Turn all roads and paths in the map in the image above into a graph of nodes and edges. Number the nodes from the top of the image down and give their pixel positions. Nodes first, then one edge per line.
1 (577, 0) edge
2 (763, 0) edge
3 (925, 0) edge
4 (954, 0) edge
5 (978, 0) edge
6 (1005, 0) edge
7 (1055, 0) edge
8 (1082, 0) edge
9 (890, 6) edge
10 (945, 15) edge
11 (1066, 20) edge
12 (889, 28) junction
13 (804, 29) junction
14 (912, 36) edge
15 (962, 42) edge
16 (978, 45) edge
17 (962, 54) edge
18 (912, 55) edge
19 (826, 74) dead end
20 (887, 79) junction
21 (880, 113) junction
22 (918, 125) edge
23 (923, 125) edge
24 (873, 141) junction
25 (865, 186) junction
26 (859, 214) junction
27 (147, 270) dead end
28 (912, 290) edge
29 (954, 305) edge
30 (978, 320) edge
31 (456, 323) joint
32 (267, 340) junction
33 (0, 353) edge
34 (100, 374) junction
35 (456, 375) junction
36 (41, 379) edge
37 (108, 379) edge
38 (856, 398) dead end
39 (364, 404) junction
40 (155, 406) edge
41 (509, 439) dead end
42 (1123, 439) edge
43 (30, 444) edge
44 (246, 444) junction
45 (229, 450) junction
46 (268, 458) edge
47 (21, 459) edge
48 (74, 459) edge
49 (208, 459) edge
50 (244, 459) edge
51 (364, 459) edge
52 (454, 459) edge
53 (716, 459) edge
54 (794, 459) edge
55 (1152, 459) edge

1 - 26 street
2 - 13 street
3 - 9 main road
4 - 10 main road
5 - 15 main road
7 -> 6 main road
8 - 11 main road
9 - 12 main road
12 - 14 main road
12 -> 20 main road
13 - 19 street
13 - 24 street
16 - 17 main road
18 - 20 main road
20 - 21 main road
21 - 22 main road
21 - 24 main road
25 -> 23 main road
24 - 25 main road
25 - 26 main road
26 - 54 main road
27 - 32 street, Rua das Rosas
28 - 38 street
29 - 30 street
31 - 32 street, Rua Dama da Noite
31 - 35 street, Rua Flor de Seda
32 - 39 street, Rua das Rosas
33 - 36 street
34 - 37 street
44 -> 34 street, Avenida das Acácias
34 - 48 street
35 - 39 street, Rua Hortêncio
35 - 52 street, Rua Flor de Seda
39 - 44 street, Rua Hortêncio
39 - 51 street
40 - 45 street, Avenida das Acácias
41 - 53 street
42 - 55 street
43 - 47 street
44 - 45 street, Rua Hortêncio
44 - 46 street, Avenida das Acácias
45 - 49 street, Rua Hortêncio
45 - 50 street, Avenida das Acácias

※ ※ ※

* _TASK OBJECTIVE_
Write out an exact copy of every record shown above.

* _PROBLEM SOLUTION_
Turn all roads and paths in the map in the image above into a graph of nodes and edges. Number the nodes from the top of the image down and give their pixel positions. Nodes first, then one edge per line.
1 (577, 0) edge
2 (763, 0) edge
3 (925, 0) edge
4 (954, 0) edge
5 (978, 0) edge
6 (1005, 0) edge
7 (1055, 0) edge
8 (1082, 0) edge
9 (890, 6) edge
10 (945, 15) edge
11 (1066, 20) edge
12 (889, 28) junction
13 (804, 29) junction
14 (912, 36) edge
15 (962, 42) edge
16 (978, 45) edge
17 (962, 54) edge
18 (912, 55) edge
19 (826, 74) dead end
20 (887, 79) junction
21 (880, 113) junction
22 (918, 125) edge
23 (923, 125) edge
24 (873, 141) junction
25 (865, 186) junction
26 (859, 214) junction
27 (147, 270) dead end
28 (912, 290) edge
29 (954, 305) edge
30 (978, 320) edge
31 (456, 323) joint
32 (267, 340) junction
33 (0, 353) edge
34 (100, 374) junction
35 (456, 375) junction
36 (41, 379) edge
37 (108, 379) edge
38 (856, 398) dead end
39 (364, 404) junction
40 (155, 406) edge
41 (509, 439) dead end
42 (1123, 439) edge
43 (30, 444) edge
44 (246, 444) junction
45 (229, 450) junction
46 (268, 458) edge
47 (21, 459) edge
48 (74, 459) edge
49 (208, 459) edge
50 (244, 459) edge
51 (364, 459) edge
52 (454, 459) edge
53 (716, 459) edge
54 (794, 459) edge
55 (1152, 459) edge

1 - 26 street
2 - 13 street
3 - 9 main road
4 - 10 main road
5 - 15 main road
7 -> 6 main road
8 - 11 main road
9 - 12 main road
12 - 14 main road
12 -> 20 main road
13 - 19 street
13 - 24 street
16 - 17 main road
18 - 20 main road
20 - 21 main road
21 - 22 main road
21 - 24 main road
25 -> 23 main road
24 - 25 main road
25 - 26 main road
26 - 54 main road
27 - 32 street, Rua das Rosas
28 - 38 street
29 - 30 street
31 - 32 street, Rua Dama da Noite
31 - 35 street, Rua Flor de Seda
32 - 39 street, Rua das Rosas
33 - 36 street
34 - 37 street
44 -> 34 street, Avenida das Acácias
34 - 48 street
35 - 39 street, Rua Hortêncio
35 - 52 street, Rua Flor de Seda
39 - 44 street, Rua Hortêncio
39 - 51 street
40 - 45 street, Avenida das Acácias
41 - 53 street
42 - 55 street
43 - 47 street
44 - 45 street, Rua Hortêncio
44 - 46 street, Avenida das Acácias
45 - 49 street, Rua Hortêncio
45 - 50 street, Avenida das Acácias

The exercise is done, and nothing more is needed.